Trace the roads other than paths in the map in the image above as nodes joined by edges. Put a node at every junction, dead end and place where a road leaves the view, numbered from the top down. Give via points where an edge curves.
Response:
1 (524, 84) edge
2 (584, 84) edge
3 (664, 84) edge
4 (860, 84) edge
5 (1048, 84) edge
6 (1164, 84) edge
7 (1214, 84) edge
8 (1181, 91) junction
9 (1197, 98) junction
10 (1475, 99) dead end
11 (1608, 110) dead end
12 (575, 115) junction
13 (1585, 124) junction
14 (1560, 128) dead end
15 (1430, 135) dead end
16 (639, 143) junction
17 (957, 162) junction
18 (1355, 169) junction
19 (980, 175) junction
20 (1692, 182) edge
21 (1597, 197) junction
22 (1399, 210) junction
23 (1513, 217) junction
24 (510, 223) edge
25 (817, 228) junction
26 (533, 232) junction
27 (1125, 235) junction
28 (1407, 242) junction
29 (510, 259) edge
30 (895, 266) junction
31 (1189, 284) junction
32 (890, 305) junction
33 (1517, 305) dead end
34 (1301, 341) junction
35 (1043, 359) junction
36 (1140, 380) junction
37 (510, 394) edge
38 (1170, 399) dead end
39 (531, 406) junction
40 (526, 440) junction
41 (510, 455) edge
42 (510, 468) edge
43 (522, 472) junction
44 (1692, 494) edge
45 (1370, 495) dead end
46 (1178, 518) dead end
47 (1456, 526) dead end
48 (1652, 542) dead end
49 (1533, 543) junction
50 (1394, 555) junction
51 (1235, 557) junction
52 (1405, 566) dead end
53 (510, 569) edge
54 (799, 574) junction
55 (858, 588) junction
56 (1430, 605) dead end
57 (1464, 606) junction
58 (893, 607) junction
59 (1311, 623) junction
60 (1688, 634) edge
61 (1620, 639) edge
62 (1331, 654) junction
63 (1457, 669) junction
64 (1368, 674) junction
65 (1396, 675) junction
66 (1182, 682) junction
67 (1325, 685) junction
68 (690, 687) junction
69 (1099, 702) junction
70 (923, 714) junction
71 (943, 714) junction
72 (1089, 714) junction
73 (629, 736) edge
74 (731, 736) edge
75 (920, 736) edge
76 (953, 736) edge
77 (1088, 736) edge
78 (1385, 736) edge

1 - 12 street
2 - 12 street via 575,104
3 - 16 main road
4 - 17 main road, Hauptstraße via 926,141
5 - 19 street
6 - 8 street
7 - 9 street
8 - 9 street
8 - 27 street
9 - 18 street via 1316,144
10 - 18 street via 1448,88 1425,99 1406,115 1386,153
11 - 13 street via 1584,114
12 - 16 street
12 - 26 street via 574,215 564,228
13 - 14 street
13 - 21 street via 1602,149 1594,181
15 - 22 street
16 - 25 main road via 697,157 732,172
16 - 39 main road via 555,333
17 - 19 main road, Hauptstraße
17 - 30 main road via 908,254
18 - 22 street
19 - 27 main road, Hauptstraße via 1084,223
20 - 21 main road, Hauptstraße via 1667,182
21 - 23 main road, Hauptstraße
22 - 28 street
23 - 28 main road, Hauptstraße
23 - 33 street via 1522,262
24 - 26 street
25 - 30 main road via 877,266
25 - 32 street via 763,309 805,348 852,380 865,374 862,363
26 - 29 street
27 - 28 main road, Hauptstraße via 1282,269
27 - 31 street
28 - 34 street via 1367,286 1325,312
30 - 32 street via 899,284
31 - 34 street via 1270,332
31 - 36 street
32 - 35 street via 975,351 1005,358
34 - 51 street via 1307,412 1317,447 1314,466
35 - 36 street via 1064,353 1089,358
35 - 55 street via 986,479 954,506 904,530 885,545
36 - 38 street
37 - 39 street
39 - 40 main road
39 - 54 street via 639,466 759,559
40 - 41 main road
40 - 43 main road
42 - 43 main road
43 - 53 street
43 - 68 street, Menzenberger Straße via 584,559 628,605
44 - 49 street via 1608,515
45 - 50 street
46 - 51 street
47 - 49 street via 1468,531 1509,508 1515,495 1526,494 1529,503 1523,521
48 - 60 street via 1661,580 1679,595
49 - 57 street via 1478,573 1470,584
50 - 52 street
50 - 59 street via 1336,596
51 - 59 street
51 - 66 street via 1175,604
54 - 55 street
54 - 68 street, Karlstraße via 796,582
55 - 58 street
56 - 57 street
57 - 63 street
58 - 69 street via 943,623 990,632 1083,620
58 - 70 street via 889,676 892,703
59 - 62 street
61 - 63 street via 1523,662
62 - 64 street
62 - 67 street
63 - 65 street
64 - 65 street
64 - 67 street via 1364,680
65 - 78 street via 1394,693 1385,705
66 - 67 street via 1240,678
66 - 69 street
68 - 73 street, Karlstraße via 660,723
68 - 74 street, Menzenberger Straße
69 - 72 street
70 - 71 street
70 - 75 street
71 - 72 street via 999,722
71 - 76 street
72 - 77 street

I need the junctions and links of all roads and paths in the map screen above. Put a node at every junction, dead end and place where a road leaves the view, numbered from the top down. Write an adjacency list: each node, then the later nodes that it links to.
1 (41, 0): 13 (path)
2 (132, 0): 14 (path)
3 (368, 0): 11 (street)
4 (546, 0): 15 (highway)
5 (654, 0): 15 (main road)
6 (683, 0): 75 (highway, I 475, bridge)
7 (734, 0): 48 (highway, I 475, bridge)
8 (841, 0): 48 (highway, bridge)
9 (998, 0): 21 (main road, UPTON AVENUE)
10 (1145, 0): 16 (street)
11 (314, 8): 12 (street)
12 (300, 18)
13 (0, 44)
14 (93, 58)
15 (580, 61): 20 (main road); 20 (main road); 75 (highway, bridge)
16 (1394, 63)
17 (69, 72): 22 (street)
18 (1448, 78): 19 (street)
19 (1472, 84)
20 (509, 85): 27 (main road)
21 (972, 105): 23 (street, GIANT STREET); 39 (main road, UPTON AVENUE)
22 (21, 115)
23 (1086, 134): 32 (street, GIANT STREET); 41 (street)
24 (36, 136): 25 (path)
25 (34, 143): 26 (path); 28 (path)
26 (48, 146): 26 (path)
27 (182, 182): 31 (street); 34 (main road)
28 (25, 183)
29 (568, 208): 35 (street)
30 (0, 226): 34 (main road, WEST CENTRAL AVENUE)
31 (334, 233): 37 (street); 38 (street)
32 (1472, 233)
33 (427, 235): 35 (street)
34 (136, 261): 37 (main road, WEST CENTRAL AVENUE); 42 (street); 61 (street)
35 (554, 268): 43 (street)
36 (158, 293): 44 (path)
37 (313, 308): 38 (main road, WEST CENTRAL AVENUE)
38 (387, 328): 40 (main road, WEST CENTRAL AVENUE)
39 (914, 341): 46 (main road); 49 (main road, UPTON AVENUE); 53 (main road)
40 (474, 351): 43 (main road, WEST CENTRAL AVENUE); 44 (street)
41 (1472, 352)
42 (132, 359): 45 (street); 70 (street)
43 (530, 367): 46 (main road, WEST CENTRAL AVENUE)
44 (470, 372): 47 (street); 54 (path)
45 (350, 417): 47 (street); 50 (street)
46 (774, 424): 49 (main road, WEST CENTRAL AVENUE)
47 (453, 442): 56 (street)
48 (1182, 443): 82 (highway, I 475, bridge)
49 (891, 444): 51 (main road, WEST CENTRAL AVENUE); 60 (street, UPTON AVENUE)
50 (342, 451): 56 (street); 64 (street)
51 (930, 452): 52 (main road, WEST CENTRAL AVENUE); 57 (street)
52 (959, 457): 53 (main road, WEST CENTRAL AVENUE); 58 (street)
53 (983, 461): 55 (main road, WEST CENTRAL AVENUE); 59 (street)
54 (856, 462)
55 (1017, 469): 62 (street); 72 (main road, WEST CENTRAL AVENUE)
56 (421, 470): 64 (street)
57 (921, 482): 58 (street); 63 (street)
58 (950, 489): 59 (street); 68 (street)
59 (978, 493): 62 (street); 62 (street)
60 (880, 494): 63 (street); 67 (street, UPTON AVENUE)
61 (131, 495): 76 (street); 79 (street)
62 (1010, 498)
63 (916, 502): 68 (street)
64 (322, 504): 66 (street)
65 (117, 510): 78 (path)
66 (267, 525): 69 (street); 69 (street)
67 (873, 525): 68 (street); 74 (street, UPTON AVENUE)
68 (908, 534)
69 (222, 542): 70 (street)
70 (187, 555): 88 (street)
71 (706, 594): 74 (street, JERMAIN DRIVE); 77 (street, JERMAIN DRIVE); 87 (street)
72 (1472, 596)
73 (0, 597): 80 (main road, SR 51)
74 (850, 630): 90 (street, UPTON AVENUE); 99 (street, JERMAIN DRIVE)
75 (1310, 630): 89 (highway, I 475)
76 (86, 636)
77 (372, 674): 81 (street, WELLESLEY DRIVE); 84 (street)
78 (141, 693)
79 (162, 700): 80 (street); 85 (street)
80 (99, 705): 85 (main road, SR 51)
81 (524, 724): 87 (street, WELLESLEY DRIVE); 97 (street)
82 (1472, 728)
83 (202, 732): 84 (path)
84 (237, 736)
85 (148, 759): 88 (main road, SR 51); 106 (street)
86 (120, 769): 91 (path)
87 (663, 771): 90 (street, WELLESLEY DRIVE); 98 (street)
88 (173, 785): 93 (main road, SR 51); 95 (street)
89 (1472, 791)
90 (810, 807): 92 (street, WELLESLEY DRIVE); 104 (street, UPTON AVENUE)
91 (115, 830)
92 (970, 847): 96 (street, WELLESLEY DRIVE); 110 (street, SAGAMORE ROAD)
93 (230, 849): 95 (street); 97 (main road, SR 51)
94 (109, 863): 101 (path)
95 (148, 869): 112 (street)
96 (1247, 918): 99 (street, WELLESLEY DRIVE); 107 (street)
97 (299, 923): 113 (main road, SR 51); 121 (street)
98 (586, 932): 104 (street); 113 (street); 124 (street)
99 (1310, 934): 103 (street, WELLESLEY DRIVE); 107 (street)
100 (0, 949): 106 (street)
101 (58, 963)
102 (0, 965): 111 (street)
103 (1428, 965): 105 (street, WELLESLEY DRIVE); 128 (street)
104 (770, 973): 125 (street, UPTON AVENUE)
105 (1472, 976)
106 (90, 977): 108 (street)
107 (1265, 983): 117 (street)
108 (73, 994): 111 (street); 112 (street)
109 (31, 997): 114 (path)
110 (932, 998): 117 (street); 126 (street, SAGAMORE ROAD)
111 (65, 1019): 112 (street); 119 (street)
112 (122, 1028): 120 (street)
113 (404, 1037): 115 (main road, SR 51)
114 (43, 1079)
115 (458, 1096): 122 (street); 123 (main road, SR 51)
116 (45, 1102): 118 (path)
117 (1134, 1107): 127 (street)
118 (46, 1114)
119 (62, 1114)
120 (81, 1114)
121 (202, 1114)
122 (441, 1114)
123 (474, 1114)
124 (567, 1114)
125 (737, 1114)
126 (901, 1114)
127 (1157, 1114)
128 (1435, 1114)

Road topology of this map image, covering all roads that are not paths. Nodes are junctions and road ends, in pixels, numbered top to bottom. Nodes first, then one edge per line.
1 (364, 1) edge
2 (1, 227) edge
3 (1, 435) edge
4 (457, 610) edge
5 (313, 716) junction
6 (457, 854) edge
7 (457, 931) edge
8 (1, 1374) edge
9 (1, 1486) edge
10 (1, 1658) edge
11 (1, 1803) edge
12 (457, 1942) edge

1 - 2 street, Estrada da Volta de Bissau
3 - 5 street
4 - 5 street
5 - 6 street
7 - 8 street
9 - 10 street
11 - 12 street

━━━━━━

→ WHAT TO DO
Copy out all lines of the material containing the word "numbered".

→ SOLUTION TO THIS EXERCISE
Trace the roads other than paths in the map in the image above as nodes joined by edges. Put a node at every junction, dead end and place where a road leaves the view, numbered from the top down. Give via points where an edge curves.
I need the junctions and links of all roads and paths in the map screen above. Put a node at every junction, dead end and place where a road leaves the view, numbered from the top down. Write an adjacency list: each node, then the later nodes that it links to.
Road topology of this map image, covering all roads that are not paths. Nodes are junctions and road ends, in pixels, numbered top to bottom. Nodes first, then one edge per line.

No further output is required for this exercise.